Let’s start with Google. Google’s parent company, Alphabet, launched a new industrial robotics company, Intrinsic, just this week! This should come as no surprise as Google’s strength in AI, particularly reinforcement learning, has been applied to robotics to manipulate objects such as those in an eCommerce fulfillment center or a manufacturing facility. In the cloud, Google Cloud launched a visual inspection AI service for “faster, more accurate quality control” last month. Google is playing to their strengths in robotics and deep learning as they approach the industrial space.

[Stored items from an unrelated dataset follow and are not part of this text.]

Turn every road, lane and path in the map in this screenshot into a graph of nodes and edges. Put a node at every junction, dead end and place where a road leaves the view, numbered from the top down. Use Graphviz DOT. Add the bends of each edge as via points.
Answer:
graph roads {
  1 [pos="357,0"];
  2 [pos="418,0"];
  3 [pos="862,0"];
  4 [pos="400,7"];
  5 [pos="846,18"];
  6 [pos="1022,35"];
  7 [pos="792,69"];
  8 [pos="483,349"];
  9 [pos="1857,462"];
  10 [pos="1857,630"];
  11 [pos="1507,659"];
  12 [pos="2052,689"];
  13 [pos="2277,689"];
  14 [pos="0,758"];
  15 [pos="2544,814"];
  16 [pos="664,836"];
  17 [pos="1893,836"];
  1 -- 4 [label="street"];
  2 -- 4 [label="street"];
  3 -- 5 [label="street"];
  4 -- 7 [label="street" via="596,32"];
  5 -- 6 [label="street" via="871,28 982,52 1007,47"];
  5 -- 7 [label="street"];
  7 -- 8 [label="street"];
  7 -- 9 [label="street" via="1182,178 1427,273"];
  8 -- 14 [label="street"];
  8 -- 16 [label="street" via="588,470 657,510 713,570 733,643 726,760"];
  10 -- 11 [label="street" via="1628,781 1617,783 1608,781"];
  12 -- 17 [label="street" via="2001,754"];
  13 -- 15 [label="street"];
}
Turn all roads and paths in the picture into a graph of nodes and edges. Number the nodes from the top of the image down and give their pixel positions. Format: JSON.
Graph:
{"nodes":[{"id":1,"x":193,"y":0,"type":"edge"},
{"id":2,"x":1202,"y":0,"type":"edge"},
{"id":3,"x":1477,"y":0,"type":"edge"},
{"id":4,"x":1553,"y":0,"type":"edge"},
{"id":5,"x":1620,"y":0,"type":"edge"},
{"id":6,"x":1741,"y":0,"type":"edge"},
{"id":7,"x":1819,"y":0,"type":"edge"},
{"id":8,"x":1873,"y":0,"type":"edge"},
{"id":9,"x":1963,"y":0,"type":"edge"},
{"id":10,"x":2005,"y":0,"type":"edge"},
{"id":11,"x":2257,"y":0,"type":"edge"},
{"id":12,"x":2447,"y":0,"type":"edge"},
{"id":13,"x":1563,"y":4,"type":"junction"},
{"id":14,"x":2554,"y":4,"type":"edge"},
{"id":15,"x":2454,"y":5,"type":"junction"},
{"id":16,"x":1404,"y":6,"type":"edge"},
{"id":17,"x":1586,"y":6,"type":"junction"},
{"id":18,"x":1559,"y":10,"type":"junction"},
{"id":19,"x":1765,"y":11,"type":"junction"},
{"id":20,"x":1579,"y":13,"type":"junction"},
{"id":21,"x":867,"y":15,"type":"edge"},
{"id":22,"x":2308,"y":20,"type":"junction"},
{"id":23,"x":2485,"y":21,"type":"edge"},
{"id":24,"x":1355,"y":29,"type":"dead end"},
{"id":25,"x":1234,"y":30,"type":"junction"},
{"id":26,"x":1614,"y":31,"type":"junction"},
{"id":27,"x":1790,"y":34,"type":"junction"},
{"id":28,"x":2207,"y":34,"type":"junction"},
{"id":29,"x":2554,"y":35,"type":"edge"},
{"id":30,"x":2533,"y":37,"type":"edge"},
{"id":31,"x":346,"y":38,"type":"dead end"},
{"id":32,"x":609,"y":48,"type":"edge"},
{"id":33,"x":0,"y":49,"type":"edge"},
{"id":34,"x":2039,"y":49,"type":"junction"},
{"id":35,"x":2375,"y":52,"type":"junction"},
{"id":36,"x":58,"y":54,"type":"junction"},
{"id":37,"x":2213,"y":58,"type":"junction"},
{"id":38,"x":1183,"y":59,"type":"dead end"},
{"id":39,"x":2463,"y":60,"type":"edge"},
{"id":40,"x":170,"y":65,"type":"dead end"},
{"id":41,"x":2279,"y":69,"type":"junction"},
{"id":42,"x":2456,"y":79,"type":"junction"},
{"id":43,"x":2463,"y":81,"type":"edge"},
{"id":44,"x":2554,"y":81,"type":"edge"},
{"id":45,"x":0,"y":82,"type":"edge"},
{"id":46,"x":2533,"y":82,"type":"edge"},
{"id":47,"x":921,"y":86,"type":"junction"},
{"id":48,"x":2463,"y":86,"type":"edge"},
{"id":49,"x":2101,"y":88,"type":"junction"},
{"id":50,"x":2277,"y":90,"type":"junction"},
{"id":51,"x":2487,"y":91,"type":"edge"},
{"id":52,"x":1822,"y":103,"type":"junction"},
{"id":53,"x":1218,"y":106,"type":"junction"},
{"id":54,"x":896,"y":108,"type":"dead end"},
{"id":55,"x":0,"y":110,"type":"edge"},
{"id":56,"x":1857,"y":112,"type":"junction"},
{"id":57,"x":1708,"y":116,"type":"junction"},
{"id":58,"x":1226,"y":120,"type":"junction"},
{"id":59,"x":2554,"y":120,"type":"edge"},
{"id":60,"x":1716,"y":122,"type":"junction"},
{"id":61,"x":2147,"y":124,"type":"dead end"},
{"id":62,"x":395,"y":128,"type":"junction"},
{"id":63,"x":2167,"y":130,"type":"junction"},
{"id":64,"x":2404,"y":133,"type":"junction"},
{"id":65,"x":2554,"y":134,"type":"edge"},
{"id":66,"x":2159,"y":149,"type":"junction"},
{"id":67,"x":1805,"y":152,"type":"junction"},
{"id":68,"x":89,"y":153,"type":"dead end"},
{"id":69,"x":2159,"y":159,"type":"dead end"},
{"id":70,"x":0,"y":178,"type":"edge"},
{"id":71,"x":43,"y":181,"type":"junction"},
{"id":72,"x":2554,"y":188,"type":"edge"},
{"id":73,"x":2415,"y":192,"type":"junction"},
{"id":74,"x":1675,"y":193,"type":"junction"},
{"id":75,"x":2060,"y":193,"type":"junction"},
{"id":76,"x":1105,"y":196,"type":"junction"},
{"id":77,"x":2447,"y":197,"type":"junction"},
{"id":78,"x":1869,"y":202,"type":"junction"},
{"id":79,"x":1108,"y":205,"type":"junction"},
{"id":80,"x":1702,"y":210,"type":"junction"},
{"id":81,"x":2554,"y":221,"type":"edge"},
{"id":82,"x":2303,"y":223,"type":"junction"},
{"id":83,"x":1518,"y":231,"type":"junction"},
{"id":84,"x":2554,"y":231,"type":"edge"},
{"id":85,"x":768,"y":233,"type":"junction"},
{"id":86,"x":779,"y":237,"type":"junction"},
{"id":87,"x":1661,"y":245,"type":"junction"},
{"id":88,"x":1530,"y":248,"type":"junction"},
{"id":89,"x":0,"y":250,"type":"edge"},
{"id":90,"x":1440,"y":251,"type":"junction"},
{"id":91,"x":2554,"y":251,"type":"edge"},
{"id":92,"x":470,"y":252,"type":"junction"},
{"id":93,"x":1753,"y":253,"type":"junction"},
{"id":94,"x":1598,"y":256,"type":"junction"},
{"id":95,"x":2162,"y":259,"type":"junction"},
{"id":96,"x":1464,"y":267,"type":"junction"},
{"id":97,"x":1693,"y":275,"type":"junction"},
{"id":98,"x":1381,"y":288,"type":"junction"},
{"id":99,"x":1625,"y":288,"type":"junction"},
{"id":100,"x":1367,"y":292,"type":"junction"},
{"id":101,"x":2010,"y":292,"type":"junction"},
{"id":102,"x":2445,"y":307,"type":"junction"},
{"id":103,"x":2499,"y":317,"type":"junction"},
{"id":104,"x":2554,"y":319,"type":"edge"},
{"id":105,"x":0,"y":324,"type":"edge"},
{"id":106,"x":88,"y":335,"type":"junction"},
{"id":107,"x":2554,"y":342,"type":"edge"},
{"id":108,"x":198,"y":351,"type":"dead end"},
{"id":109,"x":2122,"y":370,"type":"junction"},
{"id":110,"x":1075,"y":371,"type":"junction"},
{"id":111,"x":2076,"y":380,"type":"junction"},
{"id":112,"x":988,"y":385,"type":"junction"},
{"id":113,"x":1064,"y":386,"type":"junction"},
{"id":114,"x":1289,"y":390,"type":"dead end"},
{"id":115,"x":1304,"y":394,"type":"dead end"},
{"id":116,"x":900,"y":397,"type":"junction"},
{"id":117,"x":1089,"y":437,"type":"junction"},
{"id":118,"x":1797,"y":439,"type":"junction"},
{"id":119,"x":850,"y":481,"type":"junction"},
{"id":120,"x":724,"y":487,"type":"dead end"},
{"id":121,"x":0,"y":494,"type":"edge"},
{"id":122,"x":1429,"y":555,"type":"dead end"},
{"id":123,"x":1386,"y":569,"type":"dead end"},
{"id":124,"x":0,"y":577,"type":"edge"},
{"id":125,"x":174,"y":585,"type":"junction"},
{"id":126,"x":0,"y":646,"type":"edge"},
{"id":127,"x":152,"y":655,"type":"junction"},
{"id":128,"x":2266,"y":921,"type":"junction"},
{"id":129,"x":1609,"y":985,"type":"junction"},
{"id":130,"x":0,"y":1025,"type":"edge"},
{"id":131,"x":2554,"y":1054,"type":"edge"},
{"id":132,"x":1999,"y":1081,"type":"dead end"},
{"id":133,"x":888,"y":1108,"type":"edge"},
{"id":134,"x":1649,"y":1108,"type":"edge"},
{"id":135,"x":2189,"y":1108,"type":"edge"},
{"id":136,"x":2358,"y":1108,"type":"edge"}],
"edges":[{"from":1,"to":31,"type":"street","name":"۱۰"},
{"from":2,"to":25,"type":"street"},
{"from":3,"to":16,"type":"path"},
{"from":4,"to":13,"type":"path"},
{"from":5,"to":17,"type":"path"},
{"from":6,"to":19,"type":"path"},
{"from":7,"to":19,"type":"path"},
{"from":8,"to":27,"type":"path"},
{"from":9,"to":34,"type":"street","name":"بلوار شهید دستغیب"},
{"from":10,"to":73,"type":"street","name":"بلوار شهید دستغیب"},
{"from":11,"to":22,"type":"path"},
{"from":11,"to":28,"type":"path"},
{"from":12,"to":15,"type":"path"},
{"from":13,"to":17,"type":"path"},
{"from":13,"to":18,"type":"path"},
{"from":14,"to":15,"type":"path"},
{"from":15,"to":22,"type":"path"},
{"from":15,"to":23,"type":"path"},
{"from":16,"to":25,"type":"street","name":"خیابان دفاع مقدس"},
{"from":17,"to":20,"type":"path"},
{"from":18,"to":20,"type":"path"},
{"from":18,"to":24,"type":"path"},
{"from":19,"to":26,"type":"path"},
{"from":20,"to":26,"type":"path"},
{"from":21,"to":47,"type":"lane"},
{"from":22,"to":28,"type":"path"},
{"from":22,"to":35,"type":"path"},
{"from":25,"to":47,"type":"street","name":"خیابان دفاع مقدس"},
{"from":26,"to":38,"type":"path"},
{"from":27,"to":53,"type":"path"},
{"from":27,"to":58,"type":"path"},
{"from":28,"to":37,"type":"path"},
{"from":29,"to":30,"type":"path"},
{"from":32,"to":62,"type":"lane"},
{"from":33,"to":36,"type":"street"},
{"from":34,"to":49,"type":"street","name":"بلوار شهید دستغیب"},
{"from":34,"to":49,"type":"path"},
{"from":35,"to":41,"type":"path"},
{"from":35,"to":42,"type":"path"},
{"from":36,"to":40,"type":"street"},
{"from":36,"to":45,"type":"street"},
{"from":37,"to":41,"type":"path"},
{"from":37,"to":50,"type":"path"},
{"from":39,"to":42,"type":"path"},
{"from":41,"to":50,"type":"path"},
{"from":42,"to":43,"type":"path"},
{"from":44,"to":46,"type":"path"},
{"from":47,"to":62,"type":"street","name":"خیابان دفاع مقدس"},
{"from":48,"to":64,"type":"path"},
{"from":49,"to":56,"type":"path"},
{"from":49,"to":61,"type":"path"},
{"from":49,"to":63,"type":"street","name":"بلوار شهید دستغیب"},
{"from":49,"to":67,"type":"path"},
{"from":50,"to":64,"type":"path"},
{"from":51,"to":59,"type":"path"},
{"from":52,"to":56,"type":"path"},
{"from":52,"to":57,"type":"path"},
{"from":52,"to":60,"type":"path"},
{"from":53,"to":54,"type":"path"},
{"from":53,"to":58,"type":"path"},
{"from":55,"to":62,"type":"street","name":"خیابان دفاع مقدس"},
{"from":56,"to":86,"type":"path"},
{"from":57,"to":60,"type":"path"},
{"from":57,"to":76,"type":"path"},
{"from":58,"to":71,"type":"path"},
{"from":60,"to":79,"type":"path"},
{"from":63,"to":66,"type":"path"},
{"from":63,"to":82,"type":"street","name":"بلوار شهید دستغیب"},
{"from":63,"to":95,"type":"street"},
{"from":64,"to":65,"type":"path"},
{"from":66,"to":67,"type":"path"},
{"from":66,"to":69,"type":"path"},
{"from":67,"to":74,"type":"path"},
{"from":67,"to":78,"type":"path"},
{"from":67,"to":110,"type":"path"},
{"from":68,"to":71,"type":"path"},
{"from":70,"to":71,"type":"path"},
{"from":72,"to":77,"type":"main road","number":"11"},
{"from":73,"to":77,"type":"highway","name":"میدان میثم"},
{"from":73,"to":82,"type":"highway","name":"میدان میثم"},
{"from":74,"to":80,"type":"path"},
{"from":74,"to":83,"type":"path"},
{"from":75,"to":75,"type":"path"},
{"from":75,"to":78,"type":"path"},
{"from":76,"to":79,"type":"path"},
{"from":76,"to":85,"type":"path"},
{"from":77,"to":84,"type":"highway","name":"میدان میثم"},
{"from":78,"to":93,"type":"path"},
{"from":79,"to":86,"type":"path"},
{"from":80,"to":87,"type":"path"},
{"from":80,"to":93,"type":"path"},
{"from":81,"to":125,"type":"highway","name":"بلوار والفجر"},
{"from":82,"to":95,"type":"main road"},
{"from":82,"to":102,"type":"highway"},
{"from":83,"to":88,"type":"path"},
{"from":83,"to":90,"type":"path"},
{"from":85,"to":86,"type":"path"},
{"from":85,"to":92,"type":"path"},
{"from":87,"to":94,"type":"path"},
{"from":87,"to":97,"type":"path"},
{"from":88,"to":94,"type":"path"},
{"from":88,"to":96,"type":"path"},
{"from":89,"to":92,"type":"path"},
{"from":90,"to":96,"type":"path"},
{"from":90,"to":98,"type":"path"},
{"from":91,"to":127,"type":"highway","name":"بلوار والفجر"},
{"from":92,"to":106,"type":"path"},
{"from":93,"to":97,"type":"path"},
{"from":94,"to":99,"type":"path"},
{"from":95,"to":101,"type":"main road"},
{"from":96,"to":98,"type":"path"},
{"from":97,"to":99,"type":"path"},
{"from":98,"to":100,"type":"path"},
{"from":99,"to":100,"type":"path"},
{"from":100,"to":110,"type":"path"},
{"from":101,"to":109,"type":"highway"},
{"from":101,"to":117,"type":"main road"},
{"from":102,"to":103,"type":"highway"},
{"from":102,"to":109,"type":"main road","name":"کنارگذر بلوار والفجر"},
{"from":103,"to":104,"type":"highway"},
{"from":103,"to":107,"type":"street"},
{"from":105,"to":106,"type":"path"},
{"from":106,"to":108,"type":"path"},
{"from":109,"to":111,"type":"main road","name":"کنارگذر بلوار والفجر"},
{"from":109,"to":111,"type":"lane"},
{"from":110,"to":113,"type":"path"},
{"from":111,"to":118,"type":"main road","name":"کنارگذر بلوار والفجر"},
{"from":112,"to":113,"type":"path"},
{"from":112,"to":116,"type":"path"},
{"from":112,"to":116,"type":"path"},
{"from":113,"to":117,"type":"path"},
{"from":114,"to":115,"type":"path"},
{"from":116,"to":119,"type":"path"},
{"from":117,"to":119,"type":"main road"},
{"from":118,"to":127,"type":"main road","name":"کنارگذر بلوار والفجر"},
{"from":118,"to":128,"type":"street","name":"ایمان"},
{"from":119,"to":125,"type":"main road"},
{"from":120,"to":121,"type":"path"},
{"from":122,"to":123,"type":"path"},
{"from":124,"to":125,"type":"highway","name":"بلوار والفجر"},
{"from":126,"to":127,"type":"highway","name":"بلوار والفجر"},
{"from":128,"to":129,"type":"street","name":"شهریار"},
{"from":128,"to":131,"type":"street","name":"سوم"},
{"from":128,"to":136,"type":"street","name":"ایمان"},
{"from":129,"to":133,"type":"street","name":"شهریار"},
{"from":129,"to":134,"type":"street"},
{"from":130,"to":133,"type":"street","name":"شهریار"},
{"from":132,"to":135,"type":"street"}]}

Amazon and Amazon Web Services (AWS) are major players in the Industrial Internet of Things (IIoT) and robotics. For Amazon’s fulfillment operations, robotics are key to scaling economically, and they recently showcased Robin, “one of the most complex stationary robot arm systems Amazon has ever built, brings many core technologies to new levels and acts as a glimpse into the possibilities of combining vision, manipulation and machine learning.” AWS complements their robotics strategy with reinforcement learning products of their own, SageMaker and RoboMaker. Also with AWS, they seek to get manufacturers embedded into their ecosystem with numerous data acquisition (AWS IoT), transformation, and applications services such as Looker for predictive maintenance and IoT SiteWise Edge for processing industrial equipment data on premises. Amazon is applying industrial AI into their fulfillment operations and then releasing it back out as a service through AWS to the rest of industry.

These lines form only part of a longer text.